The Australian Community Psychologist                                                                                                                     Volume 19  No 1 May 2007
Dawn Darlaston-Jones
University of Notre Dame, Australia
The ability to identify the relationship between the epistemological foundation of research and the methods employed in conducting it is critical in order for research to be truly meaningful. Unfortunately this connection is  often not taught in the research methods classes that most psychology students experience. Indeed the very names of these units emphasises the focus on methods and consequently the epistemology, theoretical frameworks and methodologies that influence the choice of  methods remain ‘hidden’ from view. This paper brings into focus these hidden (or often overlooked and ignored) elements of research and illustrates the importance and relevance  by drawing on example from the author’s research into the student experience of higher education.  

Wednesday, 16 May 2012

Do We Need to Know Philosophy?




A long time ago I remember enrolling in a few philosophy courses, covering Greek right up to social constructionism, I also tackled Foulcault's Birth of the Clinic and unsuccessfully read Derrida like every good liberal academic should but I am finding that many of my students aren't conversant in this field even though Psychology is essentially applied philosophy at it's core.

I would argue that clinicians need to understand basic philosophy is they are to learn more than technique and understand the paradigm and approach of the models they work by. See Burnham J. (1992). Approach - Method - Technique, Creating distinctions and creating connections. Human Systems , 3, 3-27 for more on this topic.

But what about researchers? Is there also a risk here that be are in danger of becoming technicians if we dont understand the epistomological basis of the methods we use? Can we simply pick from methods like a tool box? Is it possible to do a RCT one year and then a Discourse analysis piece of work the next? Can you do a mixed methods study employing methods from disparate epistomologies? 

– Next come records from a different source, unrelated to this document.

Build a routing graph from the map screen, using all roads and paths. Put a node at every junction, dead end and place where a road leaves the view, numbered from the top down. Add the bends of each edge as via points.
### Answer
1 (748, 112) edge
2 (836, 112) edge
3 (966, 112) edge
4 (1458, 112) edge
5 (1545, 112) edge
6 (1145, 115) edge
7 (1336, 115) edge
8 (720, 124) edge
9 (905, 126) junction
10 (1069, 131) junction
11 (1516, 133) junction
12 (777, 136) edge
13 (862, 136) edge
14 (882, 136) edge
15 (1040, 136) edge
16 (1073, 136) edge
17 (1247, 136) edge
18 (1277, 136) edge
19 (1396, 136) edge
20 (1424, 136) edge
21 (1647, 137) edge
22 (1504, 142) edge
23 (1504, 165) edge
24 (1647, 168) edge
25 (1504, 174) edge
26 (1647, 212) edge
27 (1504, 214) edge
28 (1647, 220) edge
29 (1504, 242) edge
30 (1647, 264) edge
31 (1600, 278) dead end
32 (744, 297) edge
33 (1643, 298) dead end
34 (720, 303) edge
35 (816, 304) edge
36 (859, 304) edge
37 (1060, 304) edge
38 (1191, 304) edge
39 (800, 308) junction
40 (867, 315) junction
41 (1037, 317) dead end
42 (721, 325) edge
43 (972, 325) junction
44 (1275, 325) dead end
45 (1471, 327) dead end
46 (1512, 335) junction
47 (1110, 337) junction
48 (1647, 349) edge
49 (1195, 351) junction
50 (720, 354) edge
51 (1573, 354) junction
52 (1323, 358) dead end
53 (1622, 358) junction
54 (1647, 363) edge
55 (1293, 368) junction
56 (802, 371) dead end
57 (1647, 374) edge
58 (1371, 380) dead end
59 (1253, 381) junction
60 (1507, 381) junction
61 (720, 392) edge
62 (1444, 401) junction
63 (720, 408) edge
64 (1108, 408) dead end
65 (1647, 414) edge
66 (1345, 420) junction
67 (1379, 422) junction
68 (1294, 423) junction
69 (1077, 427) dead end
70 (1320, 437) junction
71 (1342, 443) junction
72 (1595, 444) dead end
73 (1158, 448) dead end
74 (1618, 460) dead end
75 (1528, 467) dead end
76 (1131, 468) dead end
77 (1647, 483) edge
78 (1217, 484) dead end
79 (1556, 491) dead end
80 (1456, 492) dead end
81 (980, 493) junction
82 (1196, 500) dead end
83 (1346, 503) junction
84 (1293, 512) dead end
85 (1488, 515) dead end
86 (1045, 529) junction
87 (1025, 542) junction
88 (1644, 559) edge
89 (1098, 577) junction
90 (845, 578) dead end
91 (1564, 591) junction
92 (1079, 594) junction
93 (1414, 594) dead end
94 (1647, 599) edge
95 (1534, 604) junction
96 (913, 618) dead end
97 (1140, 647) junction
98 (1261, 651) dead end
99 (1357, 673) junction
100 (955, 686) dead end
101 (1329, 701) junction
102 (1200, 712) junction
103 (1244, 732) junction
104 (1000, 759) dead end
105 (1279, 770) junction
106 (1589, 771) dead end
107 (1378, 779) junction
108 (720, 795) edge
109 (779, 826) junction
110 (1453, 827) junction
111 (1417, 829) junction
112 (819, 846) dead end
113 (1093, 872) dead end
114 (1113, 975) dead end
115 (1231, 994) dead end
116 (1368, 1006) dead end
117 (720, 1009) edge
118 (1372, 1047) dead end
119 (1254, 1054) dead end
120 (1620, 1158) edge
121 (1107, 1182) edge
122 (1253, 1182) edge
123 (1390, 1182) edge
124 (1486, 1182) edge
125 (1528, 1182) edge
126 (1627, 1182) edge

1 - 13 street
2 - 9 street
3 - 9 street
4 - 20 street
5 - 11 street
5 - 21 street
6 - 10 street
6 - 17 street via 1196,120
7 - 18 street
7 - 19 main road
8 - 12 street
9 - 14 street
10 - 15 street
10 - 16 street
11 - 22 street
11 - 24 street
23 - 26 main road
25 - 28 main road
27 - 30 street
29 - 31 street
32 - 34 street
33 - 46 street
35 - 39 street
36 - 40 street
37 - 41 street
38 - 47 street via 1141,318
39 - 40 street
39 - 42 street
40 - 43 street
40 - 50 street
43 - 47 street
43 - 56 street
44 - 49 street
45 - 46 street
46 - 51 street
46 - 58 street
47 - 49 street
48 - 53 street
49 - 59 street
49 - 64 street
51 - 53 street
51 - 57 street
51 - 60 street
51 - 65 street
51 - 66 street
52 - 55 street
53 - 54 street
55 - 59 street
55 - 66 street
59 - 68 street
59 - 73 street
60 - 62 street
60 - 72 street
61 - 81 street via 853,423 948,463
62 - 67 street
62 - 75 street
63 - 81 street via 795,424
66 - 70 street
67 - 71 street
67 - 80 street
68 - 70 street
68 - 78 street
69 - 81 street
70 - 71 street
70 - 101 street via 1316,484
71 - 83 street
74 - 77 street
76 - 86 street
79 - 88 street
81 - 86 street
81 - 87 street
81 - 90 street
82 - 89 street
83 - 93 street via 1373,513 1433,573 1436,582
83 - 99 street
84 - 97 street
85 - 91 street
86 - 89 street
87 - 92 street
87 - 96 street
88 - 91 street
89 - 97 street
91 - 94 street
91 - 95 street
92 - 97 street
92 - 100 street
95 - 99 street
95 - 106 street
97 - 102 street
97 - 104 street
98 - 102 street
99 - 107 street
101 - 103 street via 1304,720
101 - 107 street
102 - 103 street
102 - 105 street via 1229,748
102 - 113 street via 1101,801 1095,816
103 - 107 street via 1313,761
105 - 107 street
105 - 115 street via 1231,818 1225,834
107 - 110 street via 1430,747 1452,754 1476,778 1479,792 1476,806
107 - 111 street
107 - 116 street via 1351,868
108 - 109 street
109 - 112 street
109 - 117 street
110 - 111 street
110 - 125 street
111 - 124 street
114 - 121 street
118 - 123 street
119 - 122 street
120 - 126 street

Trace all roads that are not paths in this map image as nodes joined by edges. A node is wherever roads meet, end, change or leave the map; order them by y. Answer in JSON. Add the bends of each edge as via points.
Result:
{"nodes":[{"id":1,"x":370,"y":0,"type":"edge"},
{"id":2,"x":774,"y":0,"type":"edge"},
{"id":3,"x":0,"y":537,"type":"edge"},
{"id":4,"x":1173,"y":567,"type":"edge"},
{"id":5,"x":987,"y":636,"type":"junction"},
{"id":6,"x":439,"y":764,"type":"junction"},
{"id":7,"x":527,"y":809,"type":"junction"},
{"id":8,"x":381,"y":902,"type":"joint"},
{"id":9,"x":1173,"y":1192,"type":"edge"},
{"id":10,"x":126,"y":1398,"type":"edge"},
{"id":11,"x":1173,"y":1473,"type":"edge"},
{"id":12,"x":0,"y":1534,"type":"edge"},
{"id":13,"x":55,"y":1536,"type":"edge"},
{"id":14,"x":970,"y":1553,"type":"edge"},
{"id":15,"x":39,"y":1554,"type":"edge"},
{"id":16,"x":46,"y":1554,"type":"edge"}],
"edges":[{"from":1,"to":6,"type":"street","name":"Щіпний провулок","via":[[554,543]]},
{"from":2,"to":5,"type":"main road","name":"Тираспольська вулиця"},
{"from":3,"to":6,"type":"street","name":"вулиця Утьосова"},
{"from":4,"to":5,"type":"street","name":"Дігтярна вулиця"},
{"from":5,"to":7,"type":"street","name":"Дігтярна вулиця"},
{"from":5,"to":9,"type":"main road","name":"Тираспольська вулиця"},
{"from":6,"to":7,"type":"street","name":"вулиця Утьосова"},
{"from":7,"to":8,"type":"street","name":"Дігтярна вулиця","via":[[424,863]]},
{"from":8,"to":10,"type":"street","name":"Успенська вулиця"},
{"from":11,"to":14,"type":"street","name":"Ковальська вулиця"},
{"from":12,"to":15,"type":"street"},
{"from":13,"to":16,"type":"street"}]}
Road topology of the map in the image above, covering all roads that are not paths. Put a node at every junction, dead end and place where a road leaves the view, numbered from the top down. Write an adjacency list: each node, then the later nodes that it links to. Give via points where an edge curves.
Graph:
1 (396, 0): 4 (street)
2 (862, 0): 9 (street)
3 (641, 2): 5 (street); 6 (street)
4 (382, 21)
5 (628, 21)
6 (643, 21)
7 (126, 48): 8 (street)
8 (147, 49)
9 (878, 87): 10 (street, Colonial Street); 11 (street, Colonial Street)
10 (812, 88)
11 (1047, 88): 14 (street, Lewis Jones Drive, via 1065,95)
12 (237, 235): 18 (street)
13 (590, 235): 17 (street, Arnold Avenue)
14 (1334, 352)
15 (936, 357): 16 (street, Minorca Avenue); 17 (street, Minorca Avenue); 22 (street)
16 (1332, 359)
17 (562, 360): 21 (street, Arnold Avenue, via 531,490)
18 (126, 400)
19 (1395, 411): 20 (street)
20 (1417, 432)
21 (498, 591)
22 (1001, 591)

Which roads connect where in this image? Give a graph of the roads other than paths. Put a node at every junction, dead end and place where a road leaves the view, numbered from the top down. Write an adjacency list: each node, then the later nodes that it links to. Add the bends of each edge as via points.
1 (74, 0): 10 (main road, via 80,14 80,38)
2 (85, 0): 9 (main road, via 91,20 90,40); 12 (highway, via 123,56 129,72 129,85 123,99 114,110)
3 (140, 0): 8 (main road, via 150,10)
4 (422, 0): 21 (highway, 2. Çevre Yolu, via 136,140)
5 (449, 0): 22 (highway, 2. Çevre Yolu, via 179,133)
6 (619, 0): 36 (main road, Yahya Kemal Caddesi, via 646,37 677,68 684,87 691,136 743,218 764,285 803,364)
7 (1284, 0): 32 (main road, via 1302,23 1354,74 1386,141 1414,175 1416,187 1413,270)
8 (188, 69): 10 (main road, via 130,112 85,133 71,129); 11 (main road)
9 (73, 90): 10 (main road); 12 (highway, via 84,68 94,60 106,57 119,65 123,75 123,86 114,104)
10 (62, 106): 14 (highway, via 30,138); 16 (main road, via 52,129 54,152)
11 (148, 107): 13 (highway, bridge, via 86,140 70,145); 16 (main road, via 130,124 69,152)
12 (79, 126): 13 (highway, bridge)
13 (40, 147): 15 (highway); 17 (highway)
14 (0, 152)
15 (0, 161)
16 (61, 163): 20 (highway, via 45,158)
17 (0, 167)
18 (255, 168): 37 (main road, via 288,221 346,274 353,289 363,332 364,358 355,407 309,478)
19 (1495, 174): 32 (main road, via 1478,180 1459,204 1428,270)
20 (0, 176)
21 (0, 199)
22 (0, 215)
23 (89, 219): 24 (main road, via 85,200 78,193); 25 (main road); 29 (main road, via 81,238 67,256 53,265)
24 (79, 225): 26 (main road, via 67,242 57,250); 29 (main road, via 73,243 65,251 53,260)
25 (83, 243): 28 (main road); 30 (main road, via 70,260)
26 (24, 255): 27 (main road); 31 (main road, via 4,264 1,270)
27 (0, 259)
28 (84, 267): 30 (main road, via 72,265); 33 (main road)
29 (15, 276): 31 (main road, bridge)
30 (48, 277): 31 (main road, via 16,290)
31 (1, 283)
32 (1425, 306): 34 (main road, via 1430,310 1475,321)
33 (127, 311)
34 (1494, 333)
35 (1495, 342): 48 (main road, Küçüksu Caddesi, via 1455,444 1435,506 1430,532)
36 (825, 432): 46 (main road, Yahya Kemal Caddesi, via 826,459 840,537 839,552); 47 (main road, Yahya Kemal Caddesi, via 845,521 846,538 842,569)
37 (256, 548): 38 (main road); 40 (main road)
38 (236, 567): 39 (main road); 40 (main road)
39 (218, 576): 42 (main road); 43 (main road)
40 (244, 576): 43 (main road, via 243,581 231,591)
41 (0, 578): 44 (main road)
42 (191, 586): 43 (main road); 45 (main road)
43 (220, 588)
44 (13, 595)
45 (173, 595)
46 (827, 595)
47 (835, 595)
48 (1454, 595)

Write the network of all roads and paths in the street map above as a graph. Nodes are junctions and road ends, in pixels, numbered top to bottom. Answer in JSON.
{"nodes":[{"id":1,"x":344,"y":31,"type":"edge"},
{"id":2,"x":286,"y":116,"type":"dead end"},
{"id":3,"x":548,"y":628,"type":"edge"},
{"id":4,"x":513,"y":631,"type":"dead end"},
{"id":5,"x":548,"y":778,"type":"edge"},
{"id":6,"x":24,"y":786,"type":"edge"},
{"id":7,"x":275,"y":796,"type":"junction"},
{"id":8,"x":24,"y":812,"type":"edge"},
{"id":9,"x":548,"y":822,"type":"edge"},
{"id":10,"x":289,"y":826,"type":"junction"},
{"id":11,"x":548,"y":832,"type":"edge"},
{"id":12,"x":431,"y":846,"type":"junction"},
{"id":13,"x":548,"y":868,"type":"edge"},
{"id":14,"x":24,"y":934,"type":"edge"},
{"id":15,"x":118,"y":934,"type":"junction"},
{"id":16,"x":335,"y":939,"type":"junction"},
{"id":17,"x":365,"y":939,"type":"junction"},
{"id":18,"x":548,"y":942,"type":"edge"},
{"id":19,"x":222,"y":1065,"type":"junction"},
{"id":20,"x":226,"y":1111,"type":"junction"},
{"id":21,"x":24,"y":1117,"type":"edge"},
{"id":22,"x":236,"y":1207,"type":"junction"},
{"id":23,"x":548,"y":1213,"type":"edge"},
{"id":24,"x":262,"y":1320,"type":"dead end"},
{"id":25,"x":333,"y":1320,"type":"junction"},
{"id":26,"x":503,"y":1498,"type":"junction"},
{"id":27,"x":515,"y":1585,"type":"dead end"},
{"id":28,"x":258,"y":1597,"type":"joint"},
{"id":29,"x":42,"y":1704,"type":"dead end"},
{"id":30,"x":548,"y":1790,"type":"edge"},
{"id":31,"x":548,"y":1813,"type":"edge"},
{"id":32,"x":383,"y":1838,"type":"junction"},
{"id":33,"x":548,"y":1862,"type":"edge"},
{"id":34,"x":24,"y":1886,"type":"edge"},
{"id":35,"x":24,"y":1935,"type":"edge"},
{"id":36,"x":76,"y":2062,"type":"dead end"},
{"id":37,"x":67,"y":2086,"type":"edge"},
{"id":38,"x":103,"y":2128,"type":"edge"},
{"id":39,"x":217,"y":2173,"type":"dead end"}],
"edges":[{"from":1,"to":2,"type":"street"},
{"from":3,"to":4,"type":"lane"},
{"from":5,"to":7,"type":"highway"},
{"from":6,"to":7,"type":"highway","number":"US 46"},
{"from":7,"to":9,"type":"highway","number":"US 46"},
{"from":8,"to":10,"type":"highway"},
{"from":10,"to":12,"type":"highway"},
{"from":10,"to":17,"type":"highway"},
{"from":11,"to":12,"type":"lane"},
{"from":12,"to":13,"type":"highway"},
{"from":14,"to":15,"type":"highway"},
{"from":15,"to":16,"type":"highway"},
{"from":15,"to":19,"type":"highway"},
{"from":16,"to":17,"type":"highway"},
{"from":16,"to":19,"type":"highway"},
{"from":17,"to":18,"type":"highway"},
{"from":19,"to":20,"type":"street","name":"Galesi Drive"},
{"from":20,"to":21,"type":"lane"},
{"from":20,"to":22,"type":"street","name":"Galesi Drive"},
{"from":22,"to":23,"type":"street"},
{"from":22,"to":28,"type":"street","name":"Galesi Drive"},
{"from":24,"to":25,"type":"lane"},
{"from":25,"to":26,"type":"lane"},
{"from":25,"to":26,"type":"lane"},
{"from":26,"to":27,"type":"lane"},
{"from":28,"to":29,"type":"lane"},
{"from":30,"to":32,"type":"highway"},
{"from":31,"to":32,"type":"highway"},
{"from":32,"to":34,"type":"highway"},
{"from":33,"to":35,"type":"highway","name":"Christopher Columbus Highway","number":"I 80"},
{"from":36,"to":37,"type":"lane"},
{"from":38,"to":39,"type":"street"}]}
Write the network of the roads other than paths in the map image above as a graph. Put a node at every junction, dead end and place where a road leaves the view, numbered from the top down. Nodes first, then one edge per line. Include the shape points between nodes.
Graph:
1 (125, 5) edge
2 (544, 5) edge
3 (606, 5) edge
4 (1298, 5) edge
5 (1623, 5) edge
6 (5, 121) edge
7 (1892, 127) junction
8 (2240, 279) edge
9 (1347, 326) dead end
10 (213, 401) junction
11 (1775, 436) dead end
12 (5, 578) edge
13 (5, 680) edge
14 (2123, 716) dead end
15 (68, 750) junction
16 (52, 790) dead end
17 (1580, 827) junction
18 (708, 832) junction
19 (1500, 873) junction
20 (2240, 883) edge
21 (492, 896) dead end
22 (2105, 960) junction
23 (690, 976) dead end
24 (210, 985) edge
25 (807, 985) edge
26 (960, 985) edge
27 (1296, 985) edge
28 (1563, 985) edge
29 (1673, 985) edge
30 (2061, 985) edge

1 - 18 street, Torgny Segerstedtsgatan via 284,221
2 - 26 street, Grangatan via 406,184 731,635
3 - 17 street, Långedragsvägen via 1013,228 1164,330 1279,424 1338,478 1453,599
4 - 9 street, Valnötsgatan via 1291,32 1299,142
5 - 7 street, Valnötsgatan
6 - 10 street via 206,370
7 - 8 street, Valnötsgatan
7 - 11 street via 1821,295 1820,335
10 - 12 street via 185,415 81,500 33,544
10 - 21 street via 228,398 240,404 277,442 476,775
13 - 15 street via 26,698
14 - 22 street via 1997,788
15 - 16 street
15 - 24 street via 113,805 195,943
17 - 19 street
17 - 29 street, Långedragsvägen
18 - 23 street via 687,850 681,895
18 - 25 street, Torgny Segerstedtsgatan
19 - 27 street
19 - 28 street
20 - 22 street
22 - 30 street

Reminds me of a joke... "A scientist and his wife are out for a drive in the country. The wife says, 'Oh, look! Those sheep have been shorn.' "'Yes,' says the scientist. 'On this side.'" Get it?

Here's another philosophy joke"A blind man, a lesbian, and a frog walk into a bar. The barkeep looks up at them and says, 'What is this — a joke?'"

If you get these your safe!

Saturday, 5 May 2012

Paper Alert! Breen & Darlaston-Jones (2008) Moving Beyond the Enduring Dominance of Positivism in Psychological Research: An Australian Perspective






I highly reccommend this, from 4 years ago but very pertinent .....

Breen, L., and Darlaston-Jones, D. (2008). Moving Beyond the Enduring Dominance of Positivism in Psychological Research: An
Australian Perspective. Paper presented at the 43rd Australian Psychological Society Annual Conference.

Abstract
Almost since its inception, the dominant narrative of modern psychology has embraced
positivism through its insistence that psychological science is objective, generalisable,
and value free (or neutral). Consequently, quantitative research and in particular,
experimental designs, are privileged over other forms of enquiry and other
epistemologies, methodologies, and methods remain marginalised within the discipline.
Alternative epistemologies and methodologies remain predominantly at the margins
within psychological research yet have resulted from the growing dissatisfaction with
the dominance of positivism. We argue that the enduring hegemony of positivism needs
to be opposed to enable psychology to genuinely understand the antecedents of, and
provides meaningful sustainable solutions for, complex human issues without being
constrained by a narrow focus on method. We discuss how psychology in Australia can
move towards embracing methodological and epistemological pluralism and provide a
number of suggestions for change across the interrelated areas of accreditation,
curriculum, the Australian Psychological Society, and research.